Why do I keep getting a feature dimension mismatch error when testing the original LLaDA?

Running generate_until requests:   0%|          | 0/330 [00:00<?, ?it/s][rank1]: Traceback (most recent call last):
[rank1]:   File "/data/14thdd/users/xiaoliu/code/dLLM-cache/evaluation_script.py", line 34, in <module>
[rank1]:     cli_evaluate()
[rank1]:   File "/home/xiaoliu/.conda/envs/dllm_cache/lib/python3.12/site-packages/lm_eval/__main__.py", line 10, in cli_evaluate
[rank1]:     parser.execute(args)
[rank1]:   File "/home/xiaoliu/.conda/envs/dllm_cache/lib/python3.12/site-packages/lm_eval/_cli/harness.py", line 60, in execute
[rank1]:     args.func(args)
[rank1]:   File "/home/xiaoliu/.conda/envs/dllm_cache/lib/python3.12/site-packages/lm_eval/_cli/run.py", line 379, in _execute
[rank1]:     results = simple_evaluate(
[rank1]:               ^^^^^^^^^^^^^^^^
[rank1]:   File "/home/xiaoliu/.conda/envs/dllm_cache/lib/python3.12/site-packages/lm_eval/utils.py", line 498, in _wrapper
[rank1]:     return fn(*args, **kwargs)
[rank1]:            ^^^^^^^^^^^^^^^^^^^
[rank1]:   File "/home/xiaoliu/.conda/envs/dllm_cache/lib/python3.12/site-packages/lm_eval/evaluator.py", line 366, in simple_evaluate
[rank1]:     results = evaluate(
[rank1]:               ^^^^^^^^^
[rank1]:   File "/home/xiaoliu/.conda/envs/dllm_cache/lib/python3.12/site-packages/lm_eval/utils.py", line 498, in _wrapper
[rank1]:     return fn(*args, **kwargs)
[rank1]:            ^^^^^^^^^^^^^^^^^^^
[rank1]:   File "/home/xiaoliu/.conda/envs/dllm_cache/lib/python3.12/site-packages/lm_eval/evaluator.py", line 595, in evaluate
[rank1]:     resps = getattr(lm, reqtype)(cloned_reqs)

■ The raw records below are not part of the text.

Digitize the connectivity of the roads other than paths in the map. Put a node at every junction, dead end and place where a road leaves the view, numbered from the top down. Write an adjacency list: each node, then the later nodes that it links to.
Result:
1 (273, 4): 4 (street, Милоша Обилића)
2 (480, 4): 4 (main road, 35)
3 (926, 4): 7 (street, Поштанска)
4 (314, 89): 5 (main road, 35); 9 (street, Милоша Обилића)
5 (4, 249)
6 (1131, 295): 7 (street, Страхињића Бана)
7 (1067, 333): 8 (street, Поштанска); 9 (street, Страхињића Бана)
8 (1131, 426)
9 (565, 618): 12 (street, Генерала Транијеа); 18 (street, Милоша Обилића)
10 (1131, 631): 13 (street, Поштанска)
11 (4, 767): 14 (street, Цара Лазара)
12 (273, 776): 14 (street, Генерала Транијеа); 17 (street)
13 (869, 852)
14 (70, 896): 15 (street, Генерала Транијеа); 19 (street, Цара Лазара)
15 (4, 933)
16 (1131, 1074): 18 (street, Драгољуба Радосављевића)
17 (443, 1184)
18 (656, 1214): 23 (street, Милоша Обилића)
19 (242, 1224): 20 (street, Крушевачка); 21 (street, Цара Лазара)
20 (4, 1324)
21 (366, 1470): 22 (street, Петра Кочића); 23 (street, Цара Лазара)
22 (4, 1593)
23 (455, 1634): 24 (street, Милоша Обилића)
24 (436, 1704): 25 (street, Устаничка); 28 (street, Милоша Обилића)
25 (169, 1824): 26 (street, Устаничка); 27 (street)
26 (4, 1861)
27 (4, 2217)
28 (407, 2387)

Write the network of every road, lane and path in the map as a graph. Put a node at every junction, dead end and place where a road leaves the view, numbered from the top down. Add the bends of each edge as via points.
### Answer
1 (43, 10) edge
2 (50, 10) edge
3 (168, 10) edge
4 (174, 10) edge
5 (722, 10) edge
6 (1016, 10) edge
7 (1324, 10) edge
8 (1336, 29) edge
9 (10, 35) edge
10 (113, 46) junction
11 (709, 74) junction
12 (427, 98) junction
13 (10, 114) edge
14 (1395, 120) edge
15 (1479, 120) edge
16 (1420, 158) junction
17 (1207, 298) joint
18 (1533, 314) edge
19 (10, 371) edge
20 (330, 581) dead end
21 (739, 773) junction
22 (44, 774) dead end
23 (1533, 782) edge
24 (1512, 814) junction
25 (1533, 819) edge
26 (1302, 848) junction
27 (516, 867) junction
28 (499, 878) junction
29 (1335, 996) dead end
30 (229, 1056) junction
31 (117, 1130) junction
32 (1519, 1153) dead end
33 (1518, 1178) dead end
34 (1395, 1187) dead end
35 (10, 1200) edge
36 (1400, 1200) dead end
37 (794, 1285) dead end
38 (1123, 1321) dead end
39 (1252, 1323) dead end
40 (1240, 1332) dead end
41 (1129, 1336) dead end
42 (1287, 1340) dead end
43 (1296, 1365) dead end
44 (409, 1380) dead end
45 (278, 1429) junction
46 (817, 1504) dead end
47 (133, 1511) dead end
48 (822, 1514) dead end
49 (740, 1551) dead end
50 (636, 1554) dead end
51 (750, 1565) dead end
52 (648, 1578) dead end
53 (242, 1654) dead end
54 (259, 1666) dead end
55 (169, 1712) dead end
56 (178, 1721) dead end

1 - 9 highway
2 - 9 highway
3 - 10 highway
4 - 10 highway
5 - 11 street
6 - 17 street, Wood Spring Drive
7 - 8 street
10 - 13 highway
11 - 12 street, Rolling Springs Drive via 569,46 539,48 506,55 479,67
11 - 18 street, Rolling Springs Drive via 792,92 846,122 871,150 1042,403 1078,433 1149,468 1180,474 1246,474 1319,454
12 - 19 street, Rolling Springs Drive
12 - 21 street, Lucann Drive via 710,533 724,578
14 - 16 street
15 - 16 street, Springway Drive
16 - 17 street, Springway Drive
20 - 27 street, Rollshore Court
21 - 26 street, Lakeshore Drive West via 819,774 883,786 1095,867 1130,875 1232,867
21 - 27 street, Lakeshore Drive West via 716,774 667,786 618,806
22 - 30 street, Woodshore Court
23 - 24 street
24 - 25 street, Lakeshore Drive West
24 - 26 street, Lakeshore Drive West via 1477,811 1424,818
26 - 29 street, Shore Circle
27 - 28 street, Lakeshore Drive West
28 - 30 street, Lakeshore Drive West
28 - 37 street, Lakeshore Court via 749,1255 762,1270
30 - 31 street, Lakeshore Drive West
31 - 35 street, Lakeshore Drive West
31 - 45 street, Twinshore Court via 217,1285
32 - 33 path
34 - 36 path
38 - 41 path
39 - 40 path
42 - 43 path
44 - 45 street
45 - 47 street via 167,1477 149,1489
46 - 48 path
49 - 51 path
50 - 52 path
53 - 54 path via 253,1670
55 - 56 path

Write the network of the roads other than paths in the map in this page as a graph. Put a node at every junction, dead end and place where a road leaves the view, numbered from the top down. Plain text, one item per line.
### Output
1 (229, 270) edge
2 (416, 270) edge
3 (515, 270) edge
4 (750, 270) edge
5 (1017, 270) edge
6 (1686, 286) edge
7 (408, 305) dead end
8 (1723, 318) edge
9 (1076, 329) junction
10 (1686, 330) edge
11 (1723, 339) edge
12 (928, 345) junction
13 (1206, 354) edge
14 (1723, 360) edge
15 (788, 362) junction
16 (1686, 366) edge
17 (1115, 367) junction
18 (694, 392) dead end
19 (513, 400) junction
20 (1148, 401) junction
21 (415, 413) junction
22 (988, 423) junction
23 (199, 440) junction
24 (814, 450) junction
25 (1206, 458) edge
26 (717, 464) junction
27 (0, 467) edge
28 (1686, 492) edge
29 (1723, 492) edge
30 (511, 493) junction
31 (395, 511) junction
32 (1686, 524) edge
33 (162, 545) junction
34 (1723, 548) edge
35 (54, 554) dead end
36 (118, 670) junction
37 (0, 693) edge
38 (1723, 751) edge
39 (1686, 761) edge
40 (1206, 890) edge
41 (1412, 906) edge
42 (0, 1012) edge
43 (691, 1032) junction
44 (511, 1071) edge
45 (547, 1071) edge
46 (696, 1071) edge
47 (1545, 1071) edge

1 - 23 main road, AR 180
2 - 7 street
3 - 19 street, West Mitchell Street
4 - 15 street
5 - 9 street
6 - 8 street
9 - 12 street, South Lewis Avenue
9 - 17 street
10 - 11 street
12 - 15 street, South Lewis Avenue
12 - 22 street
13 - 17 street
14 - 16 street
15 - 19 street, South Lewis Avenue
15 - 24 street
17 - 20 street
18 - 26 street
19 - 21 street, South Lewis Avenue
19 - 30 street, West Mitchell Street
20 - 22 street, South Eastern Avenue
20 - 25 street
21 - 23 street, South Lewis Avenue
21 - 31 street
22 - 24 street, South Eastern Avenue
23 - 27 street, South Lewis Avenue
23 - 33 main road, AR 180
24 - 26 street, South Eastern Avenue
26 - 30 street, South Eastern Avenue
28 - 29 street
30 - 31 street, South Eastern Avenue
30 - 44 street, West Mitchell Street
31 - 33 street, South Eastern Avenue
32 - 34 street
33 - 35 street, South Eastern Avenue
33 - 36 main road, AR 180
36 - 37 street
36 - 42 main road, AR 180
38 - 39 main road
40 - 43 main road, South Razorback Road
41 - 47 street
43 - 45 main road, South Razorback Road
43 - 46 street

[rank1]:             ^^^^^^^^^^^^^^^^^^^^^^^^^^^^^^^^^
[rank1]:   File "/data/14thdd/users/xiaoliu/code/dLLM-cache/eval_model/LLaDA.py", line 795, in generate_until
[rank1]:     out = generate(
[rank1]:           ^^^^^^^^^
[rank1]:   File "/data/14thdd/users/xiaoliu/code/dLLM-cache/utils/generate_function.py", line 115, in generate
[rank1]:     logits = model(x, attention_mask=attention_mask).logits[
[rank1]:              ^^^^^^^^^^^^^^^^^^^^^^^^^^^^^^^^^^^^^^^
[rank1]:   File "/home/xiaoliu/.conda/envs/dllm_cache/lib/python3.12/site-packages/torch/nn/modules/module.py", line 1776, in _wrapped_call_impl
[rank1]:     return self._call_impl(*args, **kwargs)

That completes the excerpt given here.